Your answer should be exactly the lines from the one that contains "middle dip: (154, 101)" through the final line of the entries below, and nothing else.

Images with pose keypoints
'''

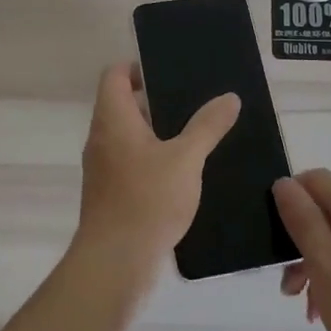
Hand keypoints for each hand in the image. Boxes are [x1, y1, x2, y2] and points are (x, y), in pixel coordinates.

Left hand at [73, 62, 240, 293]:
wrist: (115, 263)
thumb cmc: (147, 200)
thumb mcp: (186, 158)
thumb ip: (207, 126)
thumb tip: (229, 97)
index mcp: (113, 119)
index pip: (114, 75)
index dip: (136, 67)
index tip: (168, 74)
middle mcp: (101, 138)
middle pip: (121, 104)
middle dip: (154, 101)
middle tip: (192, 102)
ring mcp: (102, 168)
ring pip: (127, 136)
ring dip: (155, 132)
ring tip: (193, 135)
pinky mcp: (109, 194)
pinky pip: (129, 162)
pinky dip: (151, 158)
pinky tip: (181, 172)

'''

Your solution
middle dip: (154, 101)
middle tip: (192, 102)
ring mcp: (102, 168)
ring pip: (127, 136)
ring dip: (155, 132)
ring tip: (193, 135)
pinky mcp: (109, 194)
pinky pip: (129, 162)
pinky dip: (151, 158)
pinky tip: (181, 172)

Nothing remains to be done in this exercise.